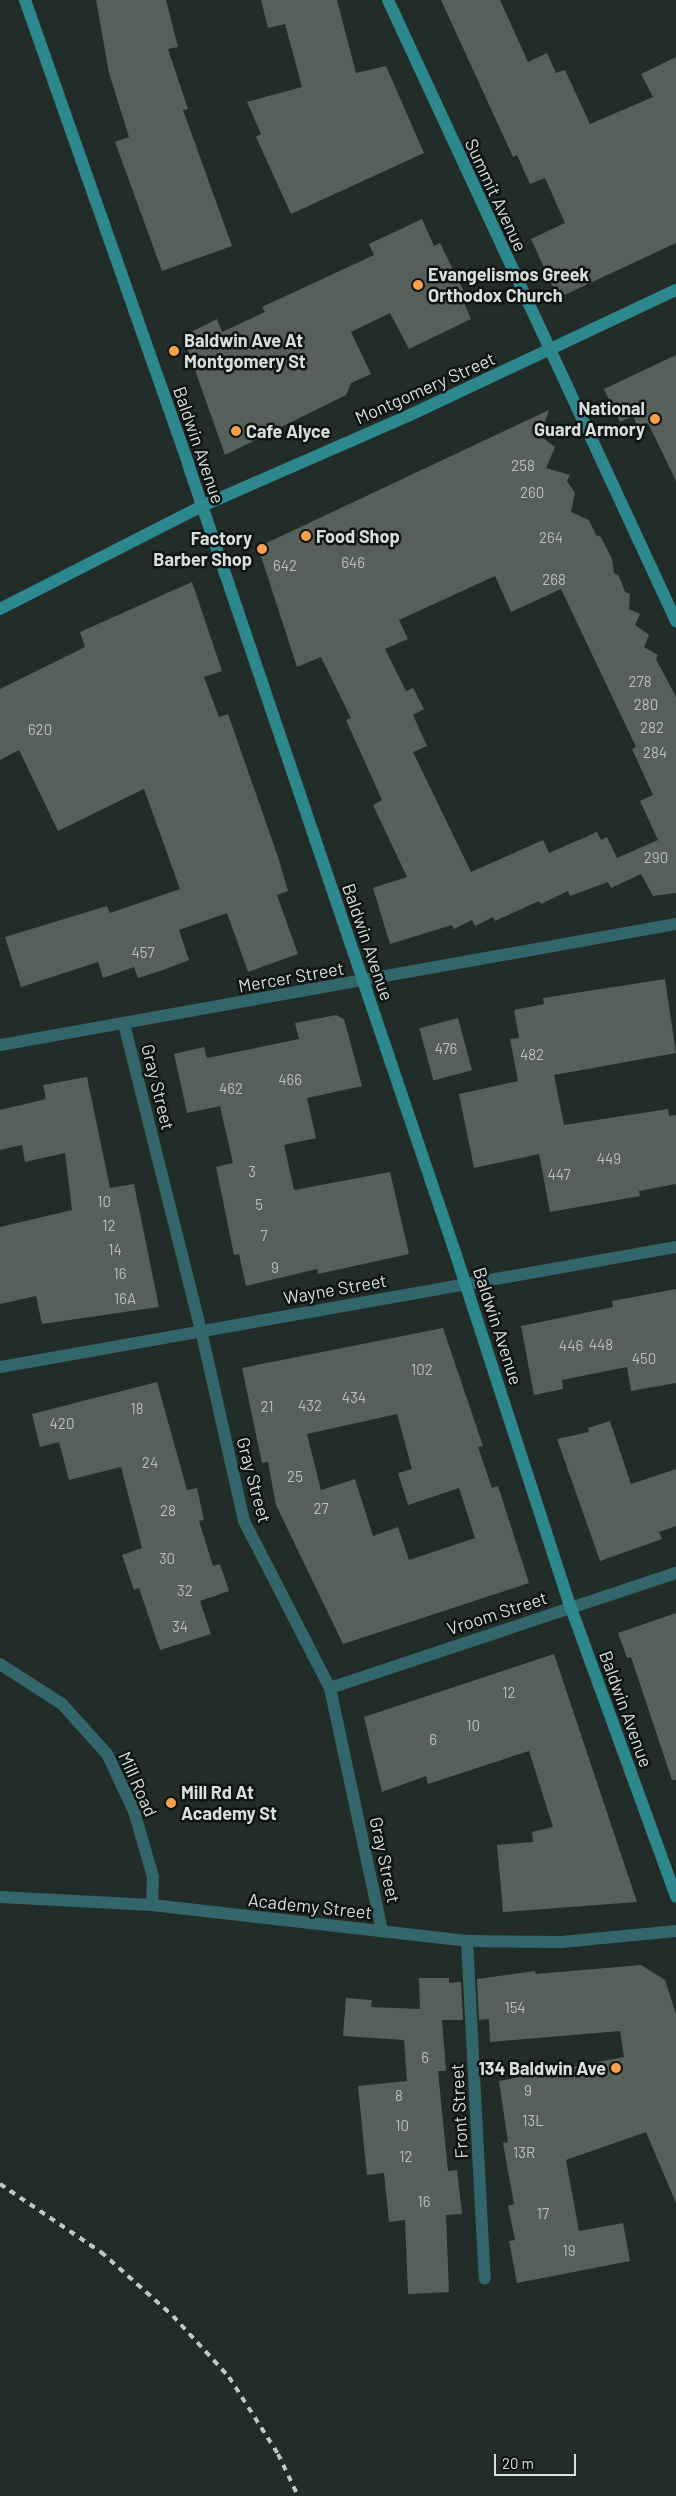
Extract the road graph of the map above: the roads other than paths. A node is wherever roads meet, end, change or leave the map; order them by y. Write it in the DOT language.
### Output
graph roads {
  1 [pos="24,0"];
  2 [pos="388,0"];
  3 [pos="676,290"];
  4 [pos="548,351"];
  5 [pos="202,506"];
  6 [pos="0,609"];
  7 [pos="676,621"];
  8 [pos="676,924"];
  9 [pos="363,982"];
  10 [pos="124,1024"];
  11 [pos="0,1045"];
  12 [pos="676,1247"];
  13 [pos="466,1285"];
  14 [pos="201,1330"];
  15 [pos="0,1368"];
  16 [pos="676,1573"];
  17 [pos="571,1608"];
  18 [pos="0,1664"];
  19 [pos="330,1688"];
  20 [pos="676,1896"];
  21 [pos="0,1898"];
  22 [pos="152,1906"];
  23 [pos="676,1931"];
  24 [pos="382,1932"];
  25 [pos="467,1941"];
  26 [pos="485,2279"];
  1 -- 5 [label="street, Baldwin Avenue"];
  2 -- 4 [label="street, Summit Avenue"];
  3 -- 4 [label="street, Montgomery Street"];
  4 -- 5 [label="street, Montgomery Street"];
  4 -- 7 [label="street, Summit Avenue"];
  5 -- 6 [label="street, Montgomery Street"];
  5 -- 9 [label="street, Baldwin Avenue"];
  8 -- 9 [label="street, Mercer Street"];
  9 -- 10 [label="street, Mercer Street"];
  9 -- 13 [label="street, Baldwin Avenue"];
  10 -- 11 [label="street, Mercer Street"];
  10 -- 14 [label="street, Gray Street"];
  12 -- 13 [label="street, Wayne Street"];
  13 -- 14 [label="street, Wayne Street"];
  13 -- 17 [label="street, Baldwin Avenue"];
  14 -- 15 [label="street, Wayne Street"];
  14 -- 19 [label="street, Gray Street"];
  16 -- 17 [label="street, Vroom Street"];
  17 -- 19 [label="street, Vroom Street"];
  17 -- 20 [label="street, Baldwin Avenue"];
  18 -- 22 [label="street, Mill Road"];
  19 -- 24 [label="street, Gray Street"];
  21 -- 22 [label="street, Academy Street"];
  22 -- 24 [label="street, Academy Street"];
  23 -- 25 [label="street, Academy Street"];
  24 -- 25 [label="street, Academy Street"];
  25 -- 26 [label="street, Front Street"];
}
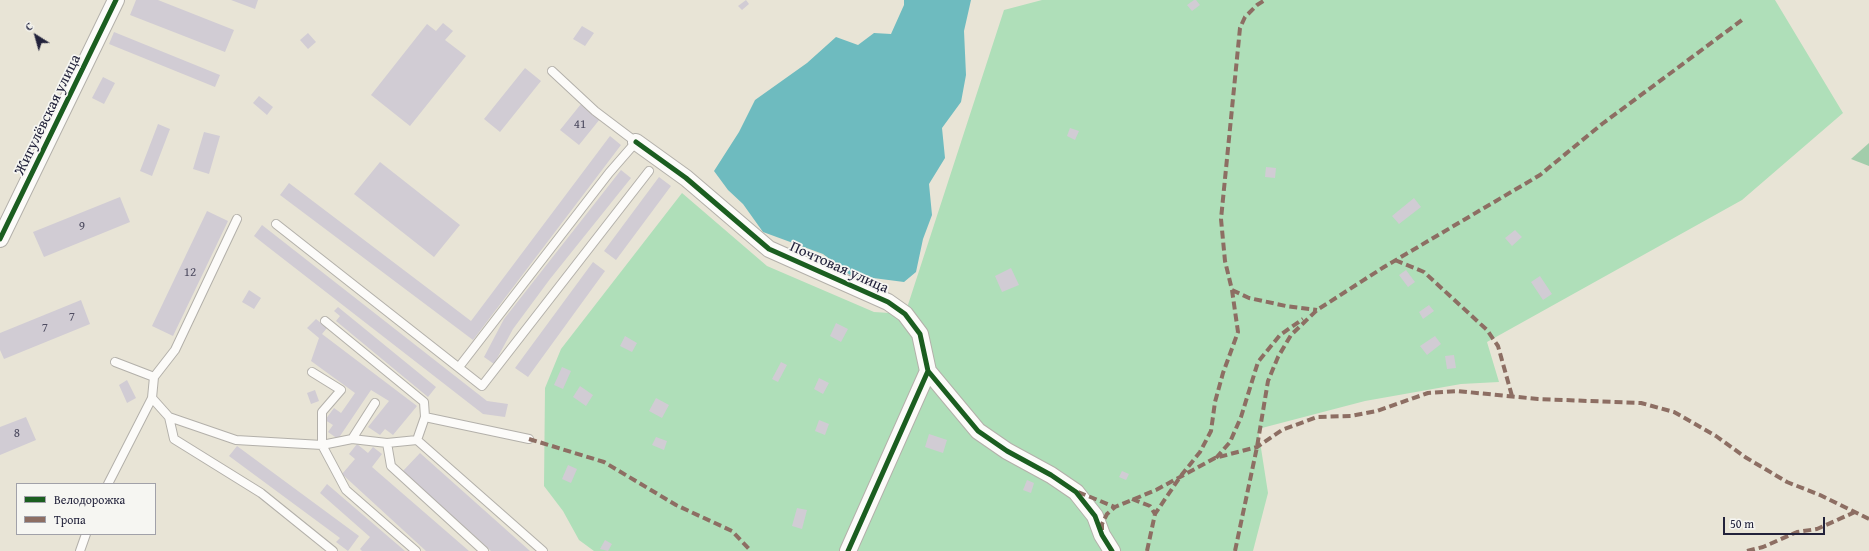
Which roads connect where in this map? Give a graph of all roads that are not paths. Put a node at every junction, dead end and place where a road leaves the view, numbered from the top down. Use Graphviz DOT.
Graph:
graph roads {
  1 [pos="116,0"];
  2 [pos="552,71"];
  3 [pos="636,142"];
  4 [pos="649,171"];
  5 [pos="237,219"];
  6 [pos="276,224"];
  7 [pos="0,239"];
  8 [pos="325,321"];
  9 [pos="115,362"];
  10 [pos="459,367"];
  11 [pos="928,371"];
  12 [pos="312,372"];
  13 [pos="154,377"];
  14 [pos="152,398"];
  15 [pos="375,403"];
  16 [pos="169,417"];
  17 [pos="425,417"];
  18 [pos="352,439"];
  19 [pos="529,439"];
  20 [pos="417,440"];
  21 [pos="387,443"];
  22 [pos="322,446"];
  23 [pos="109,483"];
  24 [pos="86,535"];
  25 [pos="80,551"];
  26 [pos="333,551"];
  27 [pos="416,551"];
  28 [pos="484,551"];
  29 [pos="543,551"];
  30 [pos="848,551"];
  31 [pos="1112,551"];
  1 -- 7 [label="street, Жигулёвская улица"];
  2 -- 3 [label="lane"];
  3 -- 10 [label="lane"];
  3 -- 11 [label="street, Почтовая улица"];
  4 -- 10 [label="lane"];
  5 -- 13 [label="lane"];
  6 -- 10 [label="lane"];
  8 -- 17 [label="lane"];
  9 -- 13 [label="lane"];
  11 -- 30 [label="street"];
  11 -- 31 [label="street"];
  12 -- 22 [label="lane"];
  13 -- 14 [label="lane"];
  14 -- 16 [label="lane"];
  14 -- 23 [label="lane"];
  15 -- 18 [label="lane"];
  16 -- 22 [label="lane"];
  16 -- 26 [label="lane"];
  17 -- 19 [label="lane"];
  17 -- 20 [label="lane"];
  18 -- 21 [label="lane"];
  18 -- 22 [label="lane"];
  20 -- 21 [label="lane"];
  20 -- 29 [label="lane"];
  21 -- 28 [label="lane"];
  22 -- 27 [label="lane"];
  24 -- 25 [label="lane"];
}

+===+

## [Assignment]
Your copy of the records must be exact and must contain no pictures.

## [Solved problem]
Extract the road graph of the map above: the roads other than paths. A node is wherever roads meet, end, change or leave the map; order them by y. Write it in the DOT language.
### Output
graph roads {
  1 [pos="24,0"];
  2 [pos="388,0"];
  3 [pos="676,290"];
  4 [pos="548,351"];
  5 [pos="202,506"];
  6 [pos="0,609"];
  7 [pos="676,621"];
  8 [pos="676,924"];
  9 [pos="363,982"];
  10 [pos="124,1024"];
  11 [pos="0,1045"];
  12 [pos="676,1247"];
  13 [pos="466,1285"];
  14 [pos="201,1330"];
  15 [pos="0,1368"];
  16 [pos="676,1573"];
  17 [pos="571,1608"];
  18 [pos="0,1664"];
  19 [pos="330,1688"];
  20 [pos="676,1896"];
  21 [pos="0,1898"];
  22 [pos="152,1906"];
  23 [pos="676,1931"];
  24 [pos="382,1932"];
  25 [pos="467,1941"];
  26 [pos="485,2279"];
  1 -- 5 [label="street, Baldwin Avenue"];
  2 -- 4 [label="street, Summit Avenue"];
  3 -- 4 [label="street, Montgomery Street"];
  4 -- 5 [label="street, Montgomery Street"];
  4 -- 7 [label="street, Summit Avenue"];
  5 -- 6 [label="street, Montgomery Street"];
  5 -- 9 [label="street, Baldwin Avenue"];
  8 -- 9 [label="street, Mercer Street"];
  9 -- 10 [label="street, Mercer Street"];
  9 -- 13 [label="street, Baldwin Avenue"];
  10 -- 11 [label="street, Mercer Street"];
  10 -- 14 [label="street, Gray Street"];
  12 -- 13 [label="street, Wayne Street"];
  13 -- 14 [label="street, Wayne Street"];
  13 -- 17 [label="street, Baldwin Avenue"];
  14 -- 15 [label="street, Wayne Street"];
  14 -- 19 [label="street, Gray Street"];
  16 -- 17 [label="street, Vroom Street"];
  17 -- 19 [label="street, Vroom Street"];
  17 -- 20 [label="street, Baldwin Avenue"];
  18 -- 22 [label="street, Mill Road"];
  19 -- 24 [label="street, Gray Street"];
  21 -- 22 [label="street, Academy Street"];
  22 -- 24 [label="street, Academy Street"];
  23 -- 25 [label="street, Academy Street"];
  24 -- 25 [label="street, Academy Street"];
  25 -- 26 [label="street, Front Street"];
}
Which roads connect where in this map? Give a graph of all roads that are not paths. Put a node at every junction, dead end and place where a road leaves the view, numbered from the top down. Use Graphviz DOT.
Graph:
graph roads {
  1 [pos="116,0"];
  2 [pos="552,71"];
  3 [pos="636,142"];
  4 [pos="649,171"];
  5 [pos="237,219"];
  6 [pos="276,224"];
  7 [pos="0,239"];
  8 [pos="325,321"];
  9 [pos="115,362"];
  10 [pos="459,367"];
  11 [pos="928,371"];
  12 [pos="312,372"];
  13 [pos="154,377"];
  14 [pos="152,398"];
  15 [pos="375,403"];
  16 [pos="169,417"];
  17 [pos="425,417"];
  18 [pos="352,439"];
  19 [pos="529,439"];
  20 [pos="417,440"];
  21 [pos="387,443"];
  22 [pos="322,446"];
  23 [pos="109,483"];
  24 [pos="86,535"];
  25 [pos="80,551"];
  26 [pos="333,551"];
  27 [pos="416,551"];
  28 [pos="484,551"];
  29 [pos="543,551"];
  30 [pos="848,551"];
  31 [pos="1112,551"];
  1 -- 7 [label="street, Жигулёвская улица"];
  2 -- 3 [label="lane"];
  3 -- 10 [label="lane"];
  3 -- 11 [label="street, Почтовая улица"];
  4 -- 10 [label="lane"];
  5 -- 13 [label="lane"];
  6 -- 10 [label="lane"];
  8 -- 17 [label="lane"];
  9 -- 13 [label="lane"];
  11 -- 30 [label="street"];
  11 -- 31 [label="street"];
  12 -- 22 [label="lane"];
  13 -- 14 [label="lane"];
  14 -- 16 [label="lane"];
  14 -- 23 [label="lane"];
  15 -- 18 [label="lane"];
  16 -- 22 [label="lane"];
  16 -- 26 [label="lane"];
  17 -- 19 [label="lane"];
  17 -- 20 [label="lane"];
  18 -- 21 [label="lane"];
  18 -- 22 [label="lane"];
  20 -- 21 [label="lane"];
  20 -- 29 [label="lane"];
  21 -- 28 [label="lane"];
  22 -- 27 [label="lane"];
  24 -- 25 [label="lane"];
}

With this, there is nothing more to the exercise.